▸ **Task objective**
Although the entries contain pictures, your copy should hold only their exact text.

○ ○ ○ ○ ○ ○ ○

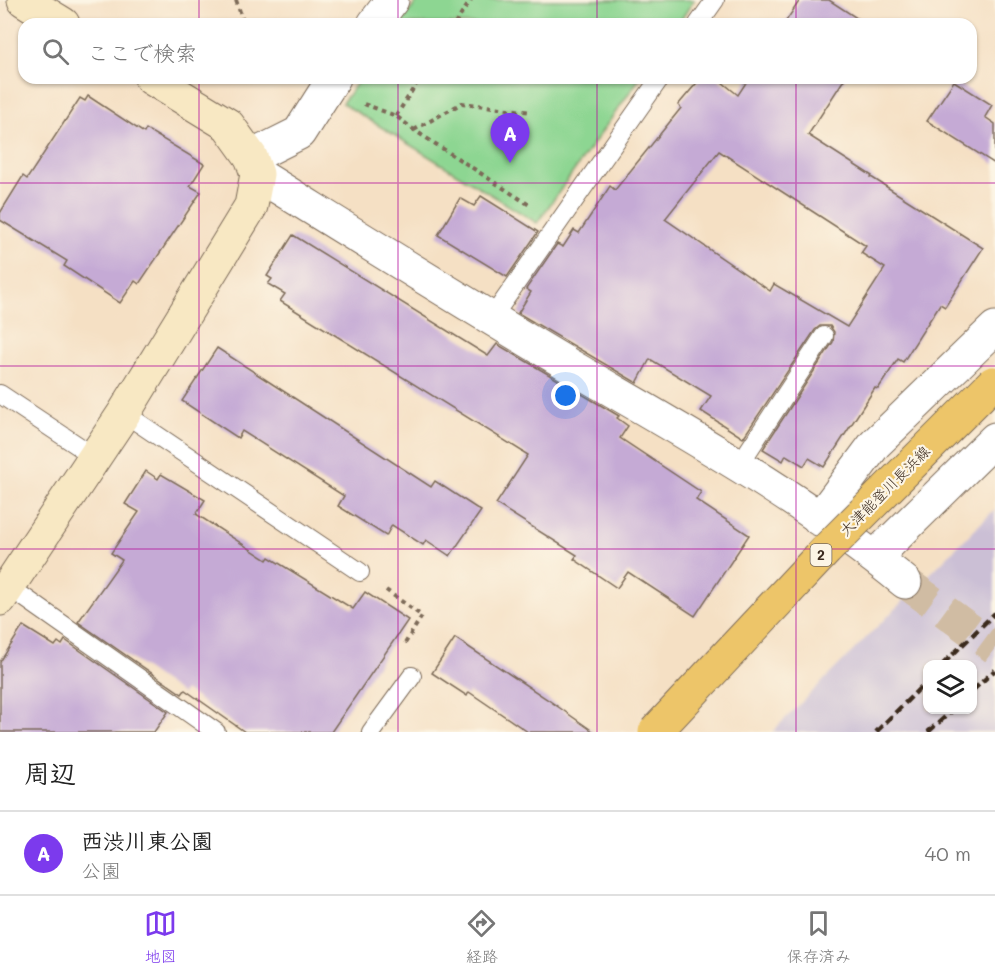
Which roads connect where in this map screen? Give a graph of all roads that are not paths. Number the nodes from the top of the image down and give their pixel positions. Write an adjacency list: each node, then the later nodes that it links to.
1 (24, 0): 4 (street)
2 (392, 0): 5 (street)
3 (715, 0): 6 (lane)
4 (53, 18)
5 (378, 18)
6 (702, 18)
7 (161, 84): 10 (street)
8 (330, 84): 10 (street)
9 (656, 84): 11 (lane)
10 (254, 165): 11 (street); 16 (street)
11 (491, 319): 19 (street)
12 (995, 328): 20 (street)
13 (824, 336): 19 (lane)
14 (993, 383): 28 (main road, 大津能登川長浜線 / 2, bridge)
15 (0, 394): 18 (lane)
16 (124, 413): 18 (street); 22 (lane)
17 (995, 438): 21 (street)
18 (95, 458): 24 (street)
19 (739, 465): 20 (street)
20 (819, 519): 21 (street)
21 (875, 557): 23 (street)
22 (360, 572)
23 (905, 582)
24 (4, 592): 26 (lane)
25 (412, 676): 27 (lane)
26 (216, 732)
27 (371, 732)
28 (656, 732)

○ ○ ○ ○ ○ ○ ○

▸ **Expected output**
Which roads connect where in this map screen? Give a graph of all roads that are not paths. Number the nodes from the top of the image down and give their pixel positions. Write an adjacency list: each node, then the later nodes that it links to.
1 (24, 0): 4 (street)
2 (392, 0): 5 (street)
3 (715, 0): 6 (lane)
4 (53, 18)
5 (378, 18)
6 (702, 18)
7 (161, 84): 10 (street)
8 (330, 84): 10 (street)
9 (656, 84): 11 (lane)
10 (254, 165): 11 (street); 16 (street)
11 (491, 319): 19 (street)
12 (995, 328): 20 (street)
13 (824, 336): 19 (lane)
14 (993, 383): 28 (main road, 大津能登川長浜線 / 2, bridge)
15 (0, 394): 18 (lane)
16 (124, 413): 18 (street); 22 (lane)
17 (995, 438): 21 (street)
18 (95, 458): 24 (street)
19 (739, 465): 20 (street)
20 (819, 519): 21 (street)
21 (875, 557): 23 (street)
22 (360, 572)
23 (905, 582)
24 (4, 592): 26 (lane)
25 (412, 676): 27 (lane)
26 (216, 732)
27 (371, 732)
28 (656, 732)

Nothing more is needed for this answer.